Esse processo de dogmatização da ciência encerra muitas perguntas, que são as sementes dos problemas reais. A esterilização das perguntas é uma forma de manter-se próximo à um conjunto de ferramentas que devem ser aplicadas para determinadas funções, tornando invisível qualquer problema que não tenha uma solução pré-desenvolvida. Quando esses problemas aparecem, costumam ser reduzidos para que ofereçam melhor encaixe à ferramenta, ao invés de serem desenvolvidos em sua totalidade, ou seja, com a subversão das funcionalidades primárias das ferramentas disponíveis ou com a criação de uma nova ferramenta adequada à situação-problema.

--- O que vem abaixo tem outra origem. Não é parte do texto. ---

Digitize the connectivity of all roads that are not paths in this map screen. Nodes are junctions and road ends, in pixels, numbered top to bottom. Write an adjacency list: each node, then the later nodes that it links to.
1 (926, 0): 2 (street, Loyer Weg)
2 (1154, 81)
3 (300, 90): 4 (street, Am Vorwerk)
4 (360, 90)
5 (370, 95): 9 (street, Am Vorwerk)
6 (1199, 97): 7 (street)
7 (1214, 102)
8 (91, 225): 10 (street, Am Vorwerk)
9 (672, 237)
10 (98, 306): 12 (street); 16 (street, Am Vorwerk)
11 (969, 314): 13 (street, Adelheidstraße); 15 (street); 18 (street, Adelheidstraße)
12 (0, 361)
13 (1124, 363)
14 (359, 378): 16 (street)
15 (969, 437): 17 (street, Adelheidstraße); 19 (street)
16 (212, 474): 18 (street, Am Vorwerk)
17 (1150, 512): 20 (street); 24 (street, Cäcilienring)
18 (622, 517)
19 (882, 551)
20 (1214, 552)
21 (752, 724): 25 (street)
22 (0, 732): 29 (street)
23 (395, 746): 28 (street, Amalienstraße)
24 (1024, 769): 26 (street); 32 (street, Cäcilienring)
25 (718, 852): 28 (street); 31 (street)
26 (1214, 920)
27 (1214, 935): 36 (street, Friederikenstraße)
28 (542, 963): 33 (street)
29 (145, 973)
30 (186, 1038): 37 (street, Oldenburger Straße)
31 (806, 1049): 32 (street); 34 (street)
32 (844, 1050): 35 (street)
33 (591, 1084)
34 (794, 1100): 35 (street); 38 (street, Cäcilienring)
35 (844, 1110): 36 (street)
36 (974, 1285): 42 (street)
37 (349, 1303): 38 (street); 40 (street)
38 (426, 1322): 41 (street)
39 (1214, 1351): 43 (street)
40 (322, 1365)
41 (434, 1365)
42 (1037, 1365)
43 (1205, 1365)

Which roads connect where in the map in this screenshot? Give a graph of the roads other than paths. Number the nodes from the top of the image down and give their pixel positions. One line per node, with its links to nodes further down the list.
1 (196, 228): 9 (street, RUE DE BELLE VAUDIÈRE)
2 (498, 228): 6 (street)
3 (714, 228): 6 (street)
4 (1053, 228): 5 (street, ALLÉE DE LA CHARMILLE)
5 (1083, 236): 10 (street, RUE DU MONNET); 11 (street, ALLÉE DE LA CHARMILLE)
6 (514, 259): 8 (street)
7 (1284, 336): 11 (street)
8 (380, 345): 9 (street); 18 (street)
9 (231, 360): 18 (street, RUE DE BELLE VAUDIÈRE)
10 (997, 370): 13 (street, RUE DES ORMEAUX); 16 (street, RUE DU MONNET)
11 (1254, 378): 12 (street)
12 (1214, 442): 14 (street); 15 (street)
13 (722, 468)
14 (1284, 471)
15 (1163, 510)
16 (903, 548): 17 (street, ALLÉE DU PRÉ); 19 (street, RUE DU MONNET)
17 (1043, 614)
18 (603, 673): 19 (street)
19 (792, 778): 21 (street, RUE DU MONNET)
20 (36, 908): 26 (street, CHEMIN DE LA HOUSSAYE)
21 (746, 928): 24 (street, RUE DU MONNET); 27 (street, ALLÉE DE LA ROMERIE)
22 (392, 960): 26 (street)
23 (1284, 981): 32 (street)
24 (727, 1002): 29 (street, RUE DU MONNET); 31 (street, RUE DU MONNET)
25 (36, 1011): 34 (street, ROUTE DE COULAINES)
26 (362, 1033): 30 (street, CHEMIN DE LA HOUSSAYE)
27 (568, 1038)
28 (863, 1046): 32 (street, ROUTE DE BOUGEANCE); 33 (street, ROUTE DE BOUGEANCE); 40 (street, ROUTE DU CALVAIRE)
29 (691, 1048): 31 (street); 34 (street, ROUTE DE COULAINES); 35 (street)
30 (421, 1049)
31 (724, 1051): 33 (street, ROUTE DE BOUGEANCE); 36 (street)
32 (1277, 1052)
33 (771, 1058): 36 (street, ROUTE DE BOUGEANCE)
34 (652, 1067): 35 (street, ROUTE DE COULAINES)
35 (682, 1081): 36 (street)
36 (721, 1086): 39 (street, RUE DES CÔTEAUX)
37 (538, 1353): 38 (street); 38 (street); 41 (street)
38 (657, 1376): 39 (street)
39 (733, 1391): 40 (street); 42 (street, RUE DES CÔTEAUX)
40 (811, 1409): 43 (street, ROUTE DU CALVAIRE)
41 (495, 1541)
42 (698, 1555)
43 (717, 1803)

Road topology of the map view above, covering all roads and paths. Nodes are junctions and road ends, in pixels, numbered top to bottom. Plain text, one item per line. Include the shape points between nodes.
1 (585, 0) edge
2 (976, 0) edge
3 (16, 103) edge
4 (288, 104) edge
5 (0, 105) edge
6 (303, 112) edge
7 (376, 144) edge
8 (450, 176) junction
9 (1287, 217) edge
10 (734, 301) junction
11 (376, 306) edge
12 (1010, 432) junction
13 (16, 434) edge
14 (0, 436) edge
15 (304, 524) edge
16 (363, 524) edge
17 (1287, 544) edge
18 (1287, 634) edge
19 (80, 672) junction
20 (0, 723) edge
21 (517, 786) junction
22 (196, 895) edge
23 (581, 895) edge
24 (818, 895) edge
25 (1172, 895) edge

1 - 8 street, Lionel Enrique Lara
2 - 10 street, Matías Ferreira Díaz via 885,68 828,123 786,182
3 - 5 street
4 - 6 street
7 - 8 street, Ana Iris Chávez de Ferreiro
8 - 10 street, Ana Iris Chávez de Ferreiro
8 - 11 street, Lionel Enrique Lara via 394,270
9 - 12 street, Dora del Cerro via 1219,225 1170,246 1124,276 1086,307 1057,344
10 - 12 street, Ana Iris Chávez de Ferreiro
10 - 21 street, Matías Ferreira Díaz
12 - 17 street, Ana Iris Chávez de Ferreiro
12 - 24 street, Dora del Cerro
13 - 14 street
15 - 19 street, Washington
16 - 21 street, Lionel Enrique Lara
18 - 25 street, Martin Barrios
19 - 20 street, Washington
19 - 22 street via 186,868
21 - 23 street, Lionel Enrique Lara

A experimentação possibilita, além da compreensão do problema, entender como se chegou a determinada teoria. A teoria não deve substituir a experiência e muito menos tornar-se uma verdade absoluta quando testada formalmente. É preciso sempre manter-se no limiar entre teoria e prática, sem deixar-se seduzir pelas convicções insípidas das partes isoladas. Problematizar é tomar o problema como seu, dividir com ele as mesmas condições que o fizeram emergir no universo, tornando-o assim passível de uma solução simples. Logo que compreendemos o mecanismo estrutural, enxergamos a solução em si mesma.